INSTRUCTIONS TO FOLLOW - Output the records below verbatim, minus the pictures.

STORED DATA -
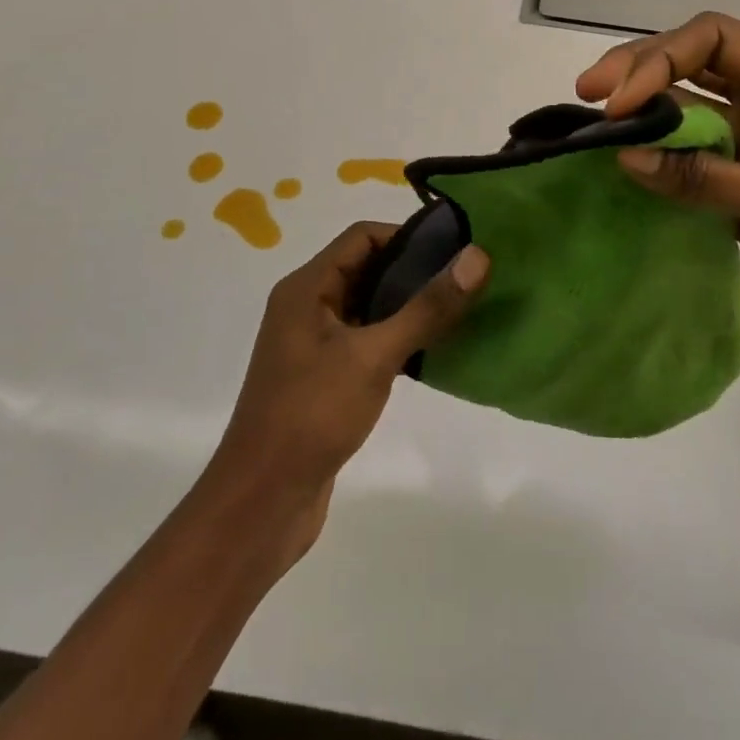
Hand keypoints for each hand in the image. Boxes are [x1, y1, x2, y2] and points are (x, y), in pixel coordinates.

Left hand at [207, 221, 488, 554]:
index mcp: (307, 288)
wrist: (262, 504)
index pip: (362, 237)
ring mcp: (314, 344)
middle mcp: (307, 307)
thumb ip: (427, 307)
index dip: (408, 235)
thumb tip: (477, 257)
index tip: (456, 247)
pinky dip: (397, 337)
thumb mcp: (374, 356)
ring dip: (408, 305)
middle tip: (466, 277)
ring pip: (368, 306)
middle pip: (366, 268)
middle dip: (414, 269)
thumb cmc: (312, 415)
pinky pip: (366, 340)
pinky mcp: (324, 377)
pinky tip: (432, 351)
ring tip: (459, 309)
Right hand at [575, 12, 739, 370]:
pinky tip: (622, 157)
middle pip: (695, 61)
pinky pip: (691, 149)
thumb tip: (624, 156)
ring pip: (688, 103)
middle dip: (640, 72)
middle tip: (587, 94)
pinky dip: (657, 151)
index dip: (660, 60)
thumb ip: (703, 175)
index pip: (717, 39)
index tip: (620, 102)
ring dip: (644, 110)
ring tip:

RESULT FOR THIS TASK -
Hand keypoints for each hand in the image. Boxes are [x1, y1, x2, y2] and points are (x, y), in pixel coordinates.

Left hand at [207, 221, 488, 554]:
index mcp: (307, 288)
wrist: (262, 504)
index pip: (362, 237)
ring mcp: (314, 344)
middle mcp: (307, 307)
thumb ip: (427, 307)
index dip: (408, 235)
thumb tip: (477, 257)
index tip: (456, 247)
pinky dip: (397, 337)
thumb mcp: (374, 356)
ring dip: (408, 305)
middle tip: (466, 277)
ring pip: (368, 306)
middle pip: (366, 268)
middle dip: (414, 269)
thumb cmc: (312, 415)
pinky pip: (366, 340)
pinky mcp: (324, 377)
pinky tip: (432, 351)
ring tip: (459, 309)
Right hand at [575, 12, 739, 370]:
pinky tip: (622, 157)
middle pip: (695, 61)
pinky pip: (691, 149)
thumb tip: (624, 156)
ring pip: (688, 103)
middle dip: (640, 72)
middle tip: (587, 94)
pinky dip: (657, 151)
index dip: (660, 60)
thumb ip: (703, 175)
index pip: (717, 39)
index tip: (620, 102)
ring dip: (644, 110)
ring tip:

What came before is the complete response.